Medication failure is defined as disease progression despite maximally tolerated dose (>3 months use) as appropriate for disease state being treated. Experience of common side effects of medication will not be considered medication failure for the purpose of this review.
09/15/2016: New policy added. Policy number L.5.01.511.
05/16/2017: Policy reviewed and approved by Pharmacy & Therapeutics (P&T) Committee.
02/06/2018: Policy reviewed and approved by Pharmacy & Therapeutics (P&T) Committee.
11/01/2018: Policy reviewed and approved by Pharmacy & Therapeutics (P&T) Committee. Policy description updated regarding quantity limits. Sources updated.
02/05/2019: Policy reviewed and approved by Pharmacy & Therapeutics (P&T) Committee. Added drug name to the top of the policy. Policy description updated to remove quantity limits table. Policy section updated to add statement that the use of samples by a Member will not be considered current or stable therapy for purposes of Medical Policy review. Policy statement revised to state that Nuplazid is considered medically necessary when certain criteria are met. Added quantity limits table. Sources section updated. Effective 01/01/2019.

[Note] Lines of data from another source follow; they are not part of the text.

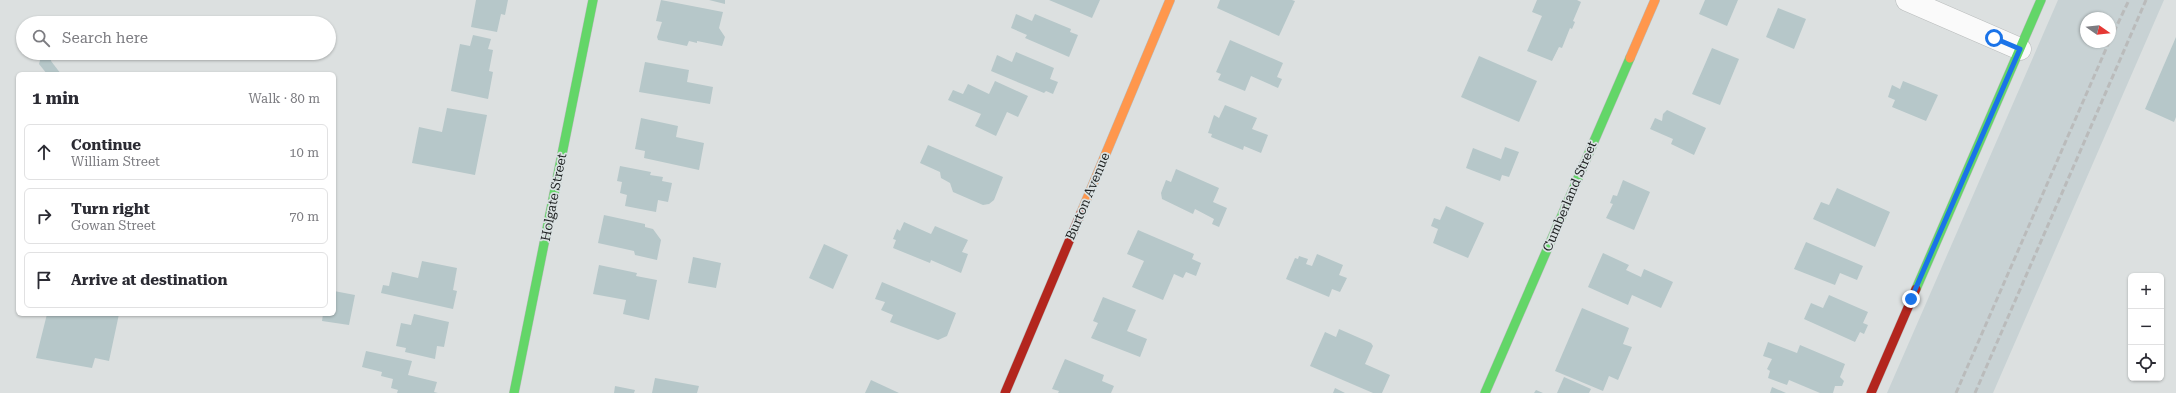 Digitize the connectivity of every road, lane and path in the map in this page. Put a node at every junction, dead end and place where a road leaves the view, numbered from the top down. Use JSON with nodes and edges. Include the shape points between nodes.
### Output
{"nodes":[{"id":1,"x":593,"y":0,"type":"edge"},
{"id":2,"x":1170,"y":0,"type":"edge"},
{"id":3,"x":1655,"y":0,"type":"edge"},
{"id":4,"x":1906,"y":0,"type":"edge"},
{"id":5,"x":2041,"y":0,"type":"edge"},
{"id":6,"x":2020,"y":49,"type":"junction"},
{"id":7,"x":514,"y":393,"type":"edge"},
{"id":8,"x":1004,"y":393,"type":"edge"},
{"id":9,"x":1485,"y":393,"type":"edge"},
{"id":10,"x":1871,"y":393,"type":"edge"}],
"edges":[{"from":1,"to":7,"type":"street","name":"Holgate Street"},
{"from":2,"to":8,"type":"street","name":"Burton Avenue"},
{"from":3,"to":9,"type":"street","name":"Cumberland Street"},
{"from":4,"to":6,"type":"street"},
{"from":5,"to":6,"type":"street"},
{"from":6,"to":10,"type":"street"}]}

11/01/2020: Policy reviewed and approved by Pharmacy & Therapeutics (P&T) Committee. Policy description updated regarding treatment and quantity limits. Medically necessary policy statement updated to add additional criteria. Added renewal criteria. Policy Exceptions updated. Policy Guidelines updated to change "Nervous/Mental Conditions" to "Mental Health Disorders" and to define investigative and medication failure. Sources updated.
02/01/2023: Policy Exceptions updated to add the following: State Health Plan (State and School Employees): The prescription drug(s) in this medical policy may be covered under a prescription drug benefit plan administered by the State Health Plan’s Pharmacy Benefit Manager. Please perform a formulary drug search at https://www.dfa.ms.gov/cvs-caremark and submit any required Prior Authorization Requests for coverage determination to the Plan’s Pharmacy Benefit Manager. Services related to delivery and/or administration of a medication determined to be not medically necessary will also be considered not medically necessary. Services related to delivery and/or administration of a self-administered drug are not covered.
03/20/2025: Policy reviewed and approved by the Pharmacy & Therapeutics (P&T) Committee. Policy statement revised to state that the use of samples by an individual will not be considered current or stable therapy to satisfy Medical Policy requirements. Revised medically necessary criteria regarding a documented diagnosis of Parkinson's disease psychosis, treatment failure, and a documented intolerance, hypersensitivity, or FDA-labeled contraindication to clozapine or quetiapine. Added renewal statement for Nuplazid (pimavanserin) and revised listed criteria. Sources updated.
Nuplazid prescribing information. Acadia Pharmaceuticals Inc. September 2023. Last accessed January 2025.